Scientific accuracy is in jeopardy during the movie only once, as Clooney opens the landing module, abruptly bringing the inside to zero pressure, while Bullock is not wearing a pressurized space suit. I ached when I saw the scene, and was very relieved when it became manifest that it was a dream. Funny how scientists spoils the movie to themselves - rather than being saddened by the fact that it is a dream (implying that Clooney is, in fact, dead) my attention was stuck on the scientific detail that a body exposed to zero pressure suffers serious damage in the matter of just a few seconds. [Post-scriptum: in the thread below some readers noted that the situation is not as serious as I initially depicted it here. Human beings in good health are predicted to remain conscious for 10 seconds at zero pressure, unless the change in pressure is not too fast].

All in all, maybe the only "implausible" detail is the presence of this debris in collision course with every orbiting station around. In truth, the Earth is indeed circled by a lot of satellites, old and new, and debris of all kinds, but the kind of "chain reaction" we are asked to believe has occurred as a result of a single missile hit is rather hard to buy. But it is the only concession we are asked to make, so even those of us who have a perennially running "scientific inaccuracy buster" co-processor in the back of our mind can sit back and enjoy the story.

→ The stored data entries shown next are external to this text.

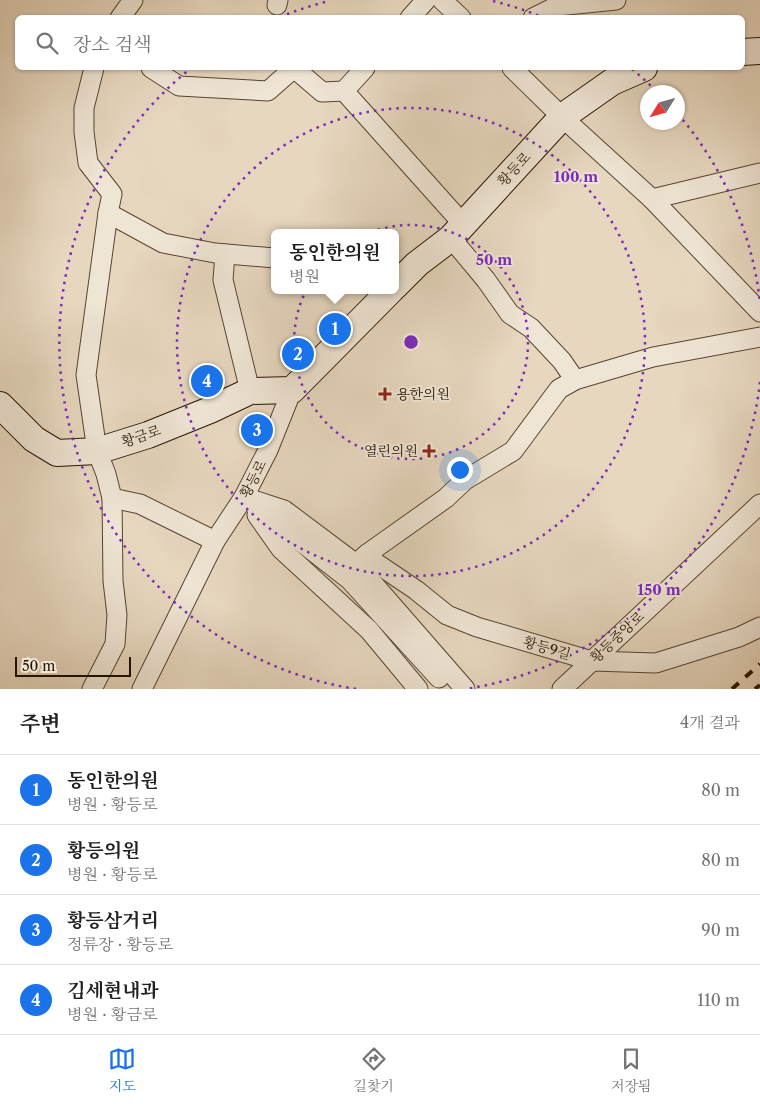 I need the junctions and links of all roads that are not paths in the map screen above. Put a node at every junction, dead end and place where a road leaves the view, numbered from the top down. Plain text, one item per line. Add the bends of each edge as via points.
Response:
1 (118, 0) edge
2 (133, 0) edge
3 (426, 0) edge
4 (442, 0) edge
5 (616, 0) edge
6 (113, 15) edge
7 (122, 15) edge
8 (413, 15) edge
9 (458, 15) edge
10 (539, 15) edge
11 (760, 51) edge
12 (745, 52) edge
13 (94, 70) edge
14 (155, 70) edge
15 (292, 70) edge
16 (296, 70) edge
17 (363, 70) edge
18 (514, 70) edge
19 (639, 70) edge
20 (344, 91) junction
21 (562, 117) junction
22 (760, 173) edge
23 (652, 199) junction
24 (108, 213) junction
25 (457, 231) junction
26 (225, 254) junction
27 (271, 258) edge
28 (406, 264) edge
29 (399, 278) edge
30 (387, 294) edge
31 (760, 312) edge
32 (760, 337) edge
33 (575, 380) junction
34 (292, 390) junction
35 (250, 391) junction
36 (0, 405) edge
37 (97, 451) junction
38 (244, 497) junction
39 (112, 498) junction
40 (760, 504) edge
41 (215, 541) junction
42 (362, 559) junction
43 (760, 627) edge
44 (592, 661) junction
45 (92, 689) edge
46 (142, 689) edge
47 (418, 689) edge
48 (449, 689) edge
49 (465, 689) edge
50 (562, 689) edge

1 - 6 street
2 - 7 street
3 - 8 street
4 - 9 street
5 - 10 street via 557,6
11 - 12 main road
13 - 24 street via 84,108 84,132 88,163 112,194
14 - 15 street via 179,86 268,90
16 - 20 street via 322,92
17 - 20 street
18 - 21 street
19 - 21 main road, 황등로 via 612,82
20 - 25 street
21 - 23 street
21 - 25 main road, 황등로
22 - 23 street
23 - 31 street
24 - 26 street via 163,242
24 - 37 street via 86,375
25 - 28 main road, 황등로
25 - 33 street via 510,314 530,328 562,361
26 - 27 street
26 - 35 street via 223,280
28 - 29 main road, 황등로
30 - 34 main road, 황등로
32 - 33 street via 653,357
33 - 42 street via 559,389 513,451 465,480 446,498
34 - 35 main road, 황금로
34 - 38 street, 황등로 via 268,450
35 - 37 main road, 황금로 via 148,435
36 - 37 main road, 황금로 via 34,439 57,452
37 - 39 street
38 - 41 street, 황등로
38 - 42 street, 황등9길 via 284,510
38 - 47 street via 281,549 369,630
38 - 48 street via 350,580
39 - 41 street via 140,504
39 - 45 street via 115,644
40 - 44 street, 황등중앙로
41 - 46 street, 황등로
42 - 44 street, 황등9길 via 376,563 447,615 477,628
42 - 49 street, 황등9길
43 - 44 street, 황등9길 via 740,637 656,663
44 - 50 street, 황등중앙로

One last note I have to make concerns the title of the movie. "Gravity" is not really what this should have been called: gravity is, in fact, irrelevant to 99% of the dynamics that keeps the story going. That is only inertial motion and the three laws of Newton. Almost nowhere in the equations governing the motion of the bodies you see in the movie is a=g: gravitation is only relevant during the final re-entry of the module in the Earth's atmosphere.

But I guess that "Inertia" was a less attractive title for the movie!